Egypt in Late Antiquity
by Roger S. Bagnall
Princeton University Press, 370 pp., $29.95
The Roman Near East, 31 BCAD 337
by Fergus Millar
Harvard University Press, 587 pp., $45.00
In his account of Arabia, the life of Muhammad, and the rise of Islam in The History of the Decline and Fall of the Roman Empire, Edward Gibbon (who died two hundred years ago last year), debated two topics which are at the forefront of our own consciousness: the relations of Islam, Judaism, and Christianity, and the supposed nature of Arabs in comparison with those of Greeks and Romans. In his characteristically urbane manner, he demurred at assumptions based on ethnic stereotypes, and thus, to put it in modern terms, at “orientalizing” views of the peoples of the Near East. The perspicacity of Gibbon never fails to impress; indeed one of the features of each of the two books reviewed here is to deconstruct (and thereby refute) such Orientalizing conceptions.
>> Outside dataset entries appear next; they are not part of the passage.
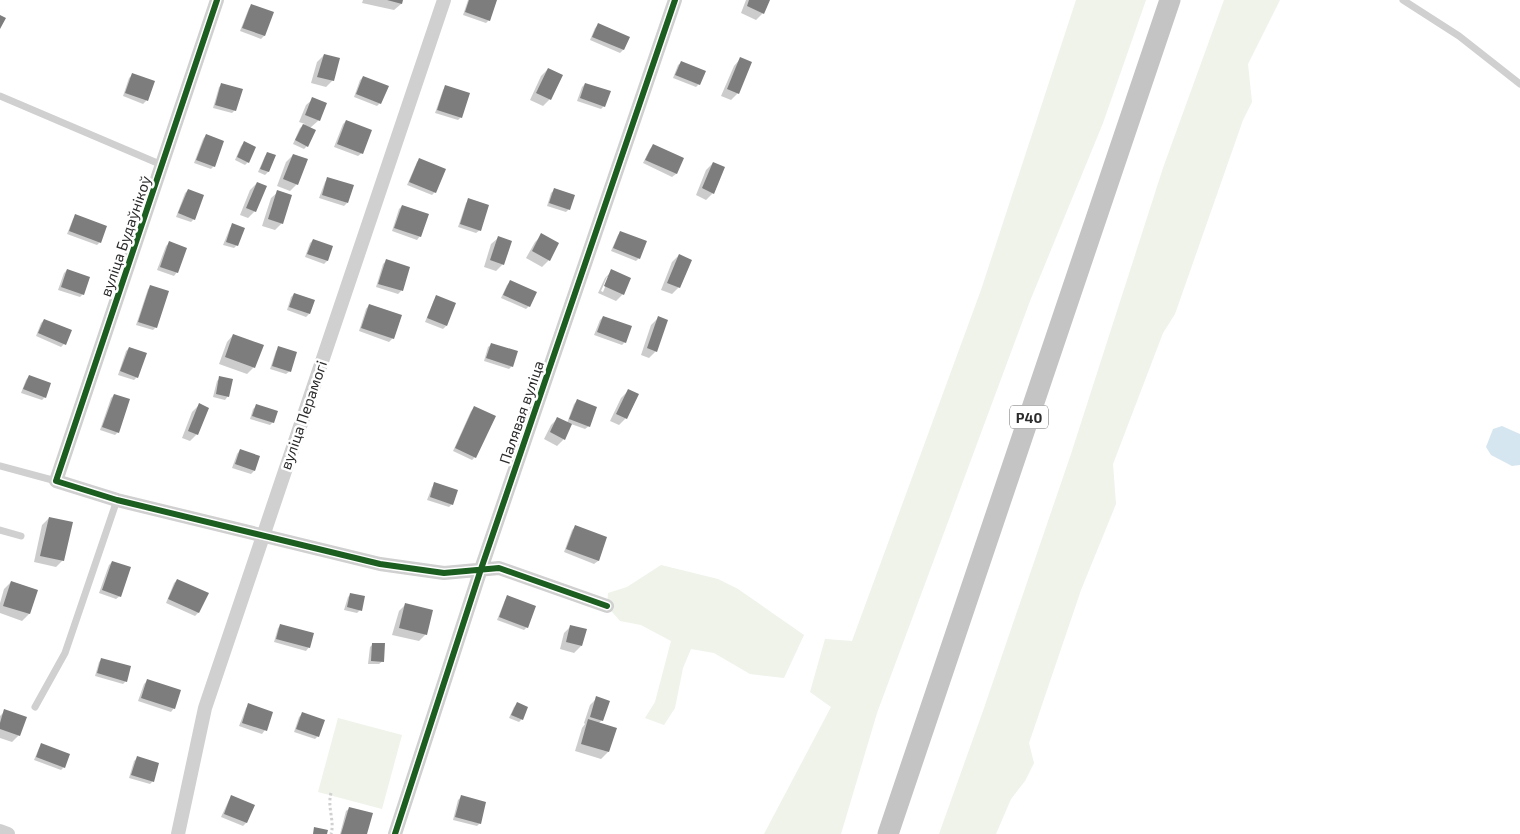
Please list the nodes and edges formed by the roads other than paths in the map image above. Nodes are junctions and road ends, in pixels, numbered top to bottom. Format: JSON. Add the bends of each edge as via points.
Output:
{"nodes":[{"id":1,"x":218,"y":0,"type":"edge"},
{"id":2,"x":444,"y":0,"type":"edge"},
{"id":3,"x":675,"y":0,"type":"edge"},
{"id":4,"x":1170,"y":0,"type":"edge"},
{"id":5,"x":1403,"y":0,"type":"edge"},
{"id":6,"x":1520,"y":84,"type":"edge"},
{"id":7,"x":0,"y":96,"type":"edge"},
{"id":8,"x":162,"y":165,"type":"junction"},
{"id":9,"x":0,"y":466,"type":"edge"},
{"id":10,"x":56,"y":481,"type":"junction"},
{"id":11,"x":116,"y":500,"type":"junction"},
{"id":12,"x":0,"y":530,"type":"edge"},
{"id":13,"x":263,"y":534,"type":"junction"},
{"id":14,"x":21,"y":536,"type":"dead end"},
{"id":15,"x":481,"y":569,"type":"junction"},
{"id":16,"x":607,"y":606,"type":"dead end"},
{"id":17,"x":35,"y":707,"type":"dead end"},
{"id":18,"x":0,"y":831,"type":"edge"},
{"id":19,"x":8,"y":834,"type":"edge"},
{"id":20,"x":178,"y":834,"type":"edge"},
{"id":21,"x":395,"y":834,"type":"edge"},
{"id":22,"x":888,"y":834,"type":"edge"}],
"edges":[{"from":1,"to":8,"type":"street","name":"вуліца Будаўнікоў"},
{"from":2,"to":13,"type":"street","name":"вуліца Перамогі"},
{"from":3,"to":15,"type":"street","name":"Палявая вуліца"},
{"from":4,"to":22,"type":"main road","number":"Р40"},
{"from":5,"to":6,"type":"lane","via":[[1459,36]]},
{"from":7,"to":8,"type":"lane"},
{"from":8,"to":10,"type":"street","name":"вуліца Будаўнікоў"},
{"from":9,"to":10,"type":"lane"},
{"from":10,"to":11,"type":"street"},
{"from":11,"to":13,"type":"street"},
{"from":11,"to":17,"type":"lane","via":[[65,653]]},
{"from":12,"to":14,"type":"lane"},
{"from":13,"to":15,"type":"street","via":[[380,564],[444,573]]},
{"from":13,"to":20,"type":"street","name":"вуліца Перамогі","via":[[205,708]]},
{"from":15,"to":16,"type":"street","via":[[499,568]]},
{"from":15,"to":21,"type":"street","name":"Палявая вуліца"},
{"from":18,"to":19,"type":"street"}]}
Roger Bagnall’s fascinating Egypt in Late Antiquity demolishes in passing the notion of a local Coptic culture in Egypt that is easily separable from the Greek culture, while Fergus Millar’s The Roman Near East, 31 BC-AD 337 puts its considerable weight and energy behind the emphatic denial of any “Arab” or “Semitic” ethnic identity during this period. Both books are related to an increasing body of work among ancient historians on the nature of Roman imperial rule in the eastern Mediterranean, its relation to local cultures, if such can properly be defined, and ultimately (though neither of these books deals with that period directly) to the conditions which helped to create the Islamization of the Near East and the antecedents of the Arab world as we know it today.
Millar’s book deals with the period from Augustus, the first Roman emperor (31 BC–AD 14), to the death of Constantine the Great in AD 337, and covers an enormously wide geographical sweep, from modern Syria south through Lebanon, Israel, and Jordan to the borders of Egypt, taking in, to the east, parts of the region that is now eastern Turkey and Iraq. Bagnall’s, in contrast, is limited to Egypt itself, a province exceptional not only for its Pharaonic past but also for the extraordinary richness of the historical evidence yielded from scraps of papyri preserved in its cemeteries and rubbish dumps. Bagnall also carries the story forward, through and beyond the fourth century AD. He can therefore draw on the ample evidence we have of the Christianization of Egypt, including the archaeological remains of numerous and often impressive monasteries, such as the Pachomian foundations at Tabennisi on the Upper Nile, or the famous White Monastery near Sohag, home of the redoubtable fifth-century abbot Shenoute of Atripe. But each writer is concerned with the interaction of imperial power and provincial subjects, and the possible definitions of group identity—language, religion, culture—provide a constantly recurring theme in both books.
There was no nationalism as such in the ancient world, although there were cases of rebellion against imperial rule. The Jewish uprising of AD 66 resulted in the destruction of the Temple in Jerusalem in AD 70 and …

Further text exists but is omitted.